Lots! And its very expensive, especially for offshore schemes where the cables need to be buried or laid. Also, turbines are often connected in long "strings" and so the "string" cable is rated for the peak power from the whole string whereas towards the end of the "string" only a fraction of this power flows. You can taper the cable diameter down the string to compensate for this to minimise CAPEX, but that means keeping stocks of different cables, careful protection settings, etc. and this may cause more confusion/difficulty than simply installing a single diameter.
The cost is a serious issue for offshore schemes, being a significant part of the overall scheme cost since the cumulative cable length is long, and the main aim for developers is to keep the overall cost of the scheme down to competetive levels.
So, all of the above sounds very expensive and "bad" use of copper.

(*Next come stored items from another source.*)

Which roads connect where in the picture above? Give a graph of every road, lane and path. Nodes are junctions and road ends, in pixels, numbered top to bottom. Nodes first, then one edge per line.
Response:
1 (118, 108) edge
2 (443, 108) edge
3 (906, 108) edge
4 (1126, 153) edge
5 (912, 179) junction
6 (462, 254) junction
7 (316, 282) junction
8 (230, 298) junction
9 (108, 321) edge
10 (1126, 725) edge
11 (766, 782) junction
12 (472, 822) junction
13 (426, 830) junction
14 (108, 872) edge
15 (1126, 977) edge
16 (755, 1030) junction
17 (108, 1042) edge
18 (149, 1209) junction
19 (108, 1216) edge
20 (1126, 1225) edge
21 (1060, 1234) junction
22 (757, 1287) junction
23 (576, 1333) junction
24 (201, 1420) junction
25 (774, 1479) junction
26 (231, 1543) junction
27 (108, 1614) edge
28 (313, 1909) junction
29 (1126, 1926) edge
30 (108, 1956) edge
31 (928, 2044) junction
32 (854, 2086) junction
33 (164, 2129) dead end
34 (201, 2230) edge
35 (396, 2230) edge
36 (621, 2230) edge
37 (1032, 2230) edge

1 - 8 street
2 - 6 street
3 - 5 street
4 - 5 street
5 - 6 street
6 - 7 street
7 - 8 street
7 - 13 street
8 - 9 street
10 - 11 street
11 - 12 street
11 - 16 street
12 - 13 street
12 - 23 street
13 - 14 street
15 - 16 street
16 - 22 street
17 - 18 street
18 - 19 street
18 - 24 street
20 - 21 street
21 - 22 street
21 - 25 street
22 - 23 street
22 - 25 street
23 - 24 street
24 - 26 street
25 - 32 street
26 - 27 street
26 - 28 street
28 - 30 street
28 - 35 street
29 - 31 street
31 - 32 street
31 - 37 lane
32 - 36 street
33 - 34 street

However, the voltage of collection is in the 11-33kV range and so cable diameters per MW are suitably reduced. Also, compared to the load factor of (for example) your house, where the copper in the cables is only used towards its peak ratings for very small amounts of time, the use of copper in windfarms is actually quite effective. Consider for example the chunky copper cable in your home connected to the electric shower. Its ~40A capacity to supply about 9.2kW @ 230V. That would be capable of supplying 221kWh if used at its full rating for 24 hours. However, every day it's probably only used for 10-20 minutes (2-4 people?), so only 1.5-3kWh are actually supplied via this cable. Thats a load factor of 0.7-1.4%, which is far less effective use of copper than your average wind farm cable.
The figures are just as bad if you start to look at your domestic 32A rings which supply TVs, table lamps etc. On a typical house with 3x 32A rings and a single 40A shower supply, thats a peak capacity of about 31kW (which you probably never come close to achieving) but the average daily use is only about 12kWh .Thats a load factor of 1.6%, and I didn't include other stuff like lighting circuits and garage wiring which are all included in that average domestic 12kWh consumption statistic.
So, if "inefficient" use of copper is your worry, perhaps start in the home first!